» DATA:
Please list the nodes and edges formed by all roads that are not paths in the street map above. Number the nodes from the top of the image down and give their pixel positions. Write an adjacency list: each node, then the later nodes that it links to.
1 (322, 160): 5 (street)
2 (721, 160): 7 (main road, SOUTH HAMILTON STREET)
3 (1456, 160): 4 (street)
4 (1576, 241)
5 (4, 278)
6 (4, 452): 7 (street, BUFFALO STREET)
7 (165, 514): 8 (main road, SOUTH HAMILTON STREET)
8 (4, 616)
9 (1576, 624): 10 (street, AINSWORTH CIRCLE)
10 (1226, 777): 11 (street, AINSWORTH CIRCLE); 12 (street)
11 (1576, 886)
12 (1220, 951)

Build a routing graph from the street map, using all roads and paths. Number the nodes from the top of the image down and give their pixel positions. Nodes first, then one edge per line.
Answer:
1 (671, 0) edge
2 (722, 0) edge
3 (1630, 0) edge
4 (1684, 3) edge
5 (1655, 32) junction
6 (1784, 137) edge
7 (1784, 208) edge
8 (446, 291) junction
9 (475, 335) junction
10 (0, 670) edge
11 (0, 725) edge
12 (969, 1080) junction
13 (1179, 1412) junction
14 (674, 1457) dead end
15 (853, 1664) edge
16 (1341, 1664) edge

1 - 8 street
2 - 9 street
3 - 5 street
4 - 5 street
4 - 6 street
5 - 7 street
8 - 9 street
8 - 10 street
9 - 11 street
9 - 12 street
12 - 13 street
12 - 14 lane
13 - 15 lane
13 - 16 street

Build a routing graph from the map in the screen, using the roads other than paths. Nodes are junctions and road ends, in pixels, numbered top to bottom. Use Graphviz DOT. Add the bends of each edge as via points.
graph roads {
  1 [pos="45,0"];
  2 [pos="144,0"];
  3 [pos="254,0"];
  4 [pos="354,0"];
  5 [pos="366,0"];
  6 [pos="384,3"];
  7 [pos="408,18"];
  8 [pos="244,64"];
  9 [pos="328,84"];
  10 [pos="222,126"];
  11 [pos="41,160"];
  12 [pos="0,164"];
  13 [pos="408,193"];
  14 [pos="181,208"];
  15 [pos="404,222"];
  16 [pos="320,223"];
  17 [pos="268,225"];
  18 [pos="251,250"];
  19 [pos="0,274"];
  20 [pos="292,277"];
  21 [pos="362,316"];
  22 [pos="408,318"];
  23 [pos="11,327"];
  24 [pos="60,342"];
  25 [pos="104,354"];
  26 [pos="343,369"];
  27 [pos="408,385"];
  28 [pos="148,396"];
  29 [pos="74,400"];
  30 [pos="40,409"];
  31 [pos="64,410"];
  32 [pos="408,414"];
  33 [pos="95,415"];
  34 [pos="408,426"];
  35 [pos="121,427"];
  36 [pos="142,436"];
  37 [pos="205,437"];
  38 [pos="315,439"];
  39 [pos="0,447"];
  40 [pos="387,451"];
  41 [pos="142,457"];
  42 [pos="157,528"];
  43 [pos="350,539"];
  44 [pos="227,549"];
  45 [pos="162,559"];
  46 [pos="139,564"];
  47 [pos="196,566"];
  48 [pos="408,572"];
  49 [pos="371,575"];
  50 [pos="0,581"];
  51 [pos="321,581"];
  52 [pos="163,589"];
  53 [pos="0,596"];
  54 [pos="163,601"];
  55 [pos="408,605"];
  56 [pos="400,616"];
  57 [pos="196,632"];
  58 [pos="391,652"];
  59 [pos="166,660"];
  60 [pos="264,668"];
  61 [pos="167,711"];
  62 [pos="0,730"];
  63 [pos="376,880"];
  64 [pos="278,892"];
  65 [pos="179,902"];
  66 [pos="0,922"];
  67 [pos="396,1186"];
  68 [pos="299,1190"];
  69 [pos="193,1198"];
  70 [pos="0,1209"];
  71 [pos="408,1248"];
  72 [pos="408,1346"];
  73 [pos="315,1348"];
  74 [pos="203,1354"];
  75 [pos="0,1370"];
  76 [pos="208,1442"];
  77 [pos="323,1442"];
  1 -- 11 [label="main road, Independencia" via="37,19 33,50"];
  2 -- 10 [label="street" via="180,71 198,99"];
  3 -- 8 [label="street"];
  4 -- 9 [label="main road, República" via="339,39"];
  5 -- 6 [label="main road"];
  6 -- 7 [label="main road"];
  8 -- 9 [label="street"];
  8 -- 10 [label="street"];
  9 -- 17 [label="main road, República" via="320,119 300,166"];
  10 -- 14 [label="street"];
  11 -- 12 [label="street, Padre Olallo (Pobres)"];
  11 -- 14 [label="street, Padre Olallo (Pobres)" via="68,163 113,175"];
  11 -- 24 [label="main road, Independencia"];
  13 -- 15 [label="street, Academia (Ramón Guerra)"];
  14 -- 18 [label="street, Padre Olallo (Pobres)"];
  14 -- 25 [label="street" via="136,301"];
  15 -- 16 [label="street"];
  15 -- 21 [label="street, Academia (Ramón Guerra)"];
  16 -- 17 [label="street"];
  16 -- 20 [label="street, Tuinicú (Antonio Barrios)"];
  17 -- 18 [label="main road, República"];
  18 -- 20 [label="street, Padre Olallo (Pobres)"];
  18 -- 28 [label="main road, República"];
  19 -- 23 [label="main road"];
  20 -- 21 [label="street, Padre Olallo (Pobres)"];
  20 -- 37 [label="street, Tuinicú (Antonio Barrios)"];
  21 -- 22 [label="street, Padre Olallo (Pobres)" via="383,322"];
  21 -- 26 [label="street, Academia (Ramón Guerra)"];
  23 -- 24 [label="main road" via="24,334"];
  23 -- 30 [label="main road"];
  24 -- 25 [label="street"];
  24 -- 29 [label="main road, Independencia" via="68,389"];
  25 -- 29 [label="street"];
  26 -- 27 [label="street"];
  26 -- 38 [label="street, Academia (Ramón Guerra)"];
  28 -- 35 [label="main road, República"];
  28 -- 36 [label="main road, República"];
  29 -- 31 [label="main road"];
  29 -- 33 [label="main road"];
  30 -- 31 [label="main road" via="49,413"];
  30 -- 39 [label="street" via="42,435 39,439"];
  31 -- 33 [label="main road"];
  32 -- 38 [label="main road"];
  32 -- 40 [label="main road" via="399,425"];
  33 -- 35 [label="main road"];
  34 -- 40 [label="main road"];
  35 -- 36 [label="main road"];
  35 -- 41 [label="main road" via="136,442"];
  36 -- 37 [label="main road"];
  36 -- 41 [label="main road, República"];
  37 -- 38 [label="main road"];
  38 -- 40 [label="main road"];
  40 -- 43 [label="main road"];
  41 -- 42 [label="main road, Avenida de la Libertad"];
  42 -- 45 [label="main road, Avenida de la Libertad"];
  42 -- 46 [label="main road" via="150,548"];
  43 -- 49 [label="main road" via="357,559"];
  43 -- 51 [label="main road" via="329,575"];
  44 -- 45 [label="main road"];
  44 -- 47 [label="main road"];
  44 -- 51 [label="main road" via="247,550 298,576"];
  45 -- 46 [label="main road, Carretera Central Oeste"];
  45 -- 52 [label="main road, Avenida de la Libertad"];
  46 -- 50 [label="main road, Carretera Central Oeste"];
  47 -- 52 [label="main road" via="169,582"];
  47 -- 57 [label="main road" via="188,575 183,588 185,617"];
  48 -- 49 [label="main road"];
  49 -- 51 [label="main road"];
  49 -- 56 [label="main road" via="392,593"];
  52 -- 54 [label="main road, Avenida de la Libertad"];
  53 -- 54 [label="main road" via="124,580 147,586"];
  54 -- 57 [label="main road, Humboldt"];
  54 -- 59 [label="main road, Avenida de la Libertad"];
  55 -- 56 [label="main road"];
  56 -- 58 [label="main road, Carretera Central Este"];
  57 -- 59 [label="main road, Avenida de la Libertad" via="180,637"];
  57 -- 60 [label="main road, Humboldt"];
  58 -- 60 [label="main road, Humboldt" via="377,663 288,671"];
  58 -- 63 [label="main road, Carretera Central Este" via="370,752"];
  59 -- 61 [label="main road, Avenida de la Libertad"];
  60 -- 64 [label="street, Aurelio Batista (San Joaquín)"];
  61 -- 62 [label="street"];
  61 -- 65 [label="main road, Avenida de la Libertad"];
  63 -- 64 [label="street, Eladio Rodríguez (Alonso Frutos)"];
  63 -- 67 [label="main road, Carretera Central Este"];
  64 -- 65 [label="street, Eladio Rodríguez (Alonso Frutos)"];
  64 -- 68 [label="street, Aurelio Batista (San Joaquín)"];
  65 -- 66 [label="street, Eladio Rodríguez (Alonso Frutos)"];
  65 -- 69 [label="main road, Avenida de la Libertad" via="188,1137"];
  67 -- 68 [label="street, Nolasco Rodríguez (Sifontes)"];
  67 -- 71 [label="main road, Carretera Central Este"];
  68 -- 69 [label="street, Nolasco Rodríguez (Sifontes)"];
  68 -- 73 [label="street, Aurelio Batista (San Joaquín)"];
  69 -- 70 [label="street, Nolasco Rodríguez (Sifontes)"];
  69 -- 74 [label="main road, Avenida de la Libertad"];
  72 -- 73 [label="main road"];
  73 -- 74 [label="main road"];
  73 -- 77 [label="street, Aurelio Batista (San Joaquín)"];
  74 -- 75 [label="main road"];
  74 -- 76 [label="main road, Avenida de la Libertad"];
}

» THE TASK: Extract, from the listing above, every line where the string "Sifontes" occurs.

» SOLUTION FOR THIS TASK:
  67 -- 68 [label="street, Nolasco Rodríguez (Sifontes)"];
  68 -- 69 [label="street, Nolasco Rodríguez (Sifontes)"];
  69 -- 70 [label="street, Nolasco Rodríguez (Sifontes)"];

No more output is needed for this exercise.